What is expected
What follows is a set of records; restate each one word for word and drop the pictures.

====

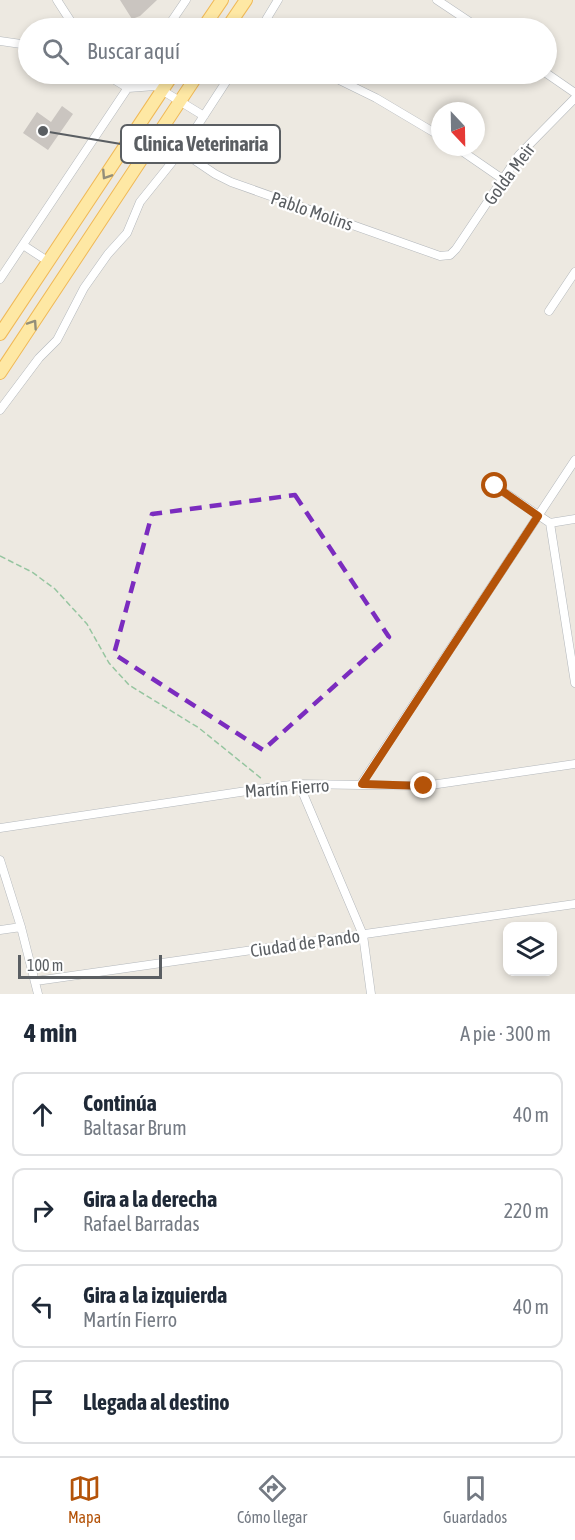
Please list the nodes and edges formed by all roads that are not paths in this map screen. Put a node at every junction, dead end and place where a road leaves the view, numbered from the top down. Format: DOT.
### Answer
graph roads {
  1 [pos="57,0"];
  2 [pos="186,0"];
  3 [pos="222,0"];
  4 [pos="246,0"];
  5 [pos="278,0"];
  6 [pos="437,0"];
  7 [pos="69,18"];
  8 [pos="174,18"];
  9 [pos="210,18"];
  10 [pos="234,18"];
  11 [pos="267,18"];
  12 [pos="464,18"];
  13 [pos="0,41"];
  14 [pos="18,44"];
  15 [pos="557,81"];
  16 [pos="121,84"];
  17 [pos="131,84"];
  18 [pos="156,84"];
  19 [pos="162,84"];
  20 [pos="191,84"];
  21 [pos="225,84"];
  22 [pos="347,84"];
  23 [pos="128,88"];
  24 [pos="158,88"];
  25 [pos="575,93"];
  26 [pos="575,98"];
  27 [pos="179,101"];
  28 [pos="204,116"];
  29 [pos="431,131"];
  30 [pos="181,151"];
  31 [pos="469,156"];
  32 [pos="501,178"];
  33 [pos="23,245"];
  34 [pos="450,255"];
  35 [pos="49,261"];
  36 [pos="575,272"];
  37 [pos="0,279"];
  38 [pos="549,311"];
  39 [pos="0,334"];
  40 [pos="0,373"];
  41 [pos="0,410"];
  42 [pos="575,460"];
  43 [pos="495,486"];
  44 [pos="538,516"];
  45 [pos="575,519"];
  46 [pos="550,524"];
  47 [pos="575,683"];
  48 [pos="575,764"];
  49 [pos="299,784"];
  50 [pos="362,784"];
  51 [pos="0,828"];
  52 [pos="0,860"];
  53 [pos="575,904"];
  54 [pos="21,927"];
  55 [pos="0,930"];
  56 [pos="363,935"];
  57 [pos="36,981"];
  58 [pos="38,994"];
  59 [pos="371,994"];
  1 -- 7 [label="street"];
  2 -- 8 [label="street"];
  3 -- 9 [label="main road"];
  4 -- 10 [label="main road"];
  5 -- 11 [label="street"];
  6 -- 12 [label="street"];
  13 -- 14 [label="street"];
  15 -- 25 [label="street"];
  16 -- 23 [label="street"];
  17 -- 23 [label="street"];
  18 -- 24 [label="street"];
  19 -- 24 [label="main road"];
  20 -- 27 [label="main road"];
  21 -- 28 [label="street"];
  22 -- 29 [label="street"];
  23 -- 24 [label="street"];
  23 -- 33 [label="street"];
  24 -- 27 [label="street"];
  24 -- 35 [label="main road, one-way"];
  26 -- 32 [label="street, Golda Meir"];
  27 -- 28 [label="street"];
  40 -- 27 [label="main road, one-way"];
  28 -- 30 [label="street"];
  30 -- 34 [label="street, Pablo Molins"];
  30 -- 41 [label="street"];
  31 -- 32 [label="street"];
  32 -- 34 [label="street, Golda Meir"];
  33 -- 35 [label="street"];
  33 -- 37 [label="street"];
  35 -- 39 [label="main road"];
  36 -- 38 [label="street"];
  42 -- 44 [label="street"];
  43 -- 44 [label="street"];
  44 -- 46 [label="street"];
  44 -- 50 [label="street"];
  45 -- 46 [label="street"];
  46 -- 47 [label="street"];
  48 -- 50 [label="street, Martín Fierro"];
  49 -- 50 [label="street, Martín Fierro"];
  49 -- 51 [label="street, Martín Fierro"];
  49 -- 56 [label="street"];
  52 -- 54 [label="street"];
  53 -- 56 [label="street, Ciudad de Pando"];
  54 -- 55 [label="street"];
  54 -- 57 [label="street"];
  56 -- 57 [label="street, Ciudad de Pando"];
  56 -- 59 [label="street"];
  57 -- 58 [label="street"];
}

====

Task answer
Please list the nodes and edges formed by all roads that are not paths in this map screen. Put a node at every junction, dead end and place where a road leaves the view, numbered from the top down. Format: DOT.
### Answer
graph roads {
  1 [pos="57,0"];
  2 [pos="186,0"];
  3 [pos="222,0"];
  4 [pos="246,0"];
  5 [pos="278,0"];
  6 [pos="437,0"];
  7 [pos="69,18"];
  8 [pos="174,18"];
  9 [pos="210,18"];
  10 [pos="234,18"];
  11 [pos="267,18"];
  12 [pos="464,18"];
  13 [pos="0,41"];
  14 [pos="18,44"];
  15 [pos="557,81"];
  16 [pos="121,84"];
  17 [pos="131,84"];
  18 [pos="156,84"];
  19 [pos="162,84"];
  20 [pos="191,84"];
  21 [pos="225,84"];
  22 [pos="347,84"];
  23 [pos="128,88"];
  24 [pos="158,88"];
  25 [pos="575,93"];
  26 [pos="575,98"];
  27 [pos="179,101"];
  28 [pos="204,116"];
  29 [pos="431,131"];
  30 [pos="181,151"];
  31 [pos="469,156"];
  32 [pos="501,178"];
  33 [pos="23,245"];
  34 [pos="450,255"];
  35 [pos="49,261"];
  36 [pos="575,272"];
  37 [pos="0,279"];
  38 [pos="549,311"];
  39 [pos="0,334"];
  40 [pos="0,373"];
  41 [pos="0,410"];
  42 [pos="575,460"];
  43 [pos="495,486"];
  44 [pos="538,516"];
  45 [pos="575,519"];
  46 [pos="550,524"];
  47 [pos="575,683"];
  48 [pos="575,764"];
  49 [pos="299,784"];
  50 [pos="362,784"];
  51 [pos="0,828"];
  52 [pos="0,860"];
  53 [pos="575,904"];
  54 [pos="21,927"];
  55 [pos="0,930"];
  56 [pos="363,935"];
  57 [pos="36,981"];
  58 [pos="38,994"];
  59 [pos="371,994"];
  1 -- 7 [label="street"];
  2 -- 8 [label="street"];
  3 -- 9 [label="main road"];
  4 -- 10 [label="main road"];
  5 -- 11 [label="street"];
  6 -- 12 [label="street"];
  13 -- 14 [label="street"];
  15 -- 25 [label="street"];
  16 -- 23 [label="street"];
  17 -- 23 [label="street"];
  18 -- 24 [label="street"];
  19 -- 24 [label="main road"];
  20 -- 27 [label="main road"];
  21 -- 28 [label="street"];
  22 -- 29 [label="street"];
  23 -- 24 [label="street"];
  23 -- 33 [label="street"];
  24 -- 27 [label="street"];
  24 -- 35 [label="main road, one-way"];
  26 -- 32 [label="street, Golda Meir"];
  27 -- 28 [label="street"];
  40 -- 27 [label="main road, one-way"];
  28 -- 30 [label="street"];
  30 -- 34 [label="street, Pablo Molins"];
  30 -- 41 [label="street"];
  31 -- 32 [label="street"];
  32 -- 34 [label="street, Golda Meir"];
  33 -- 35 [label="street"];
  33 -- 37 [label="street"];
  35 -- 39 [label="main road"];
  36 -- 38 [label="street"];
  42 -- 44 [label="street"];
  43 -- 44 [label="street"];
  44 -- 46 [label="street"];
  44 -- 50 [label="street"];
  45 -- 46 [label="street"];
  46 -- 47 [label="street"];
  48 -- 50 [label="street, Martín Fierro"];
  49 -- 50 [label="street, Martín Fierro"];
  49 -- 51 [label="street, Martín Fierro"];
  49 -- 56 [label="street"];
  52 -- 54 [label="street"];
  53 -- 56 [label="street, Ciudad de Pando"];
  54 -- 55 [label="street"];
  54 -- 57 [label="street"];
  56 -- 57 [label="street, Ciudad de Pando"];
  56 -- 59 [label="street"];
  57 -- 58 [label="street"];
}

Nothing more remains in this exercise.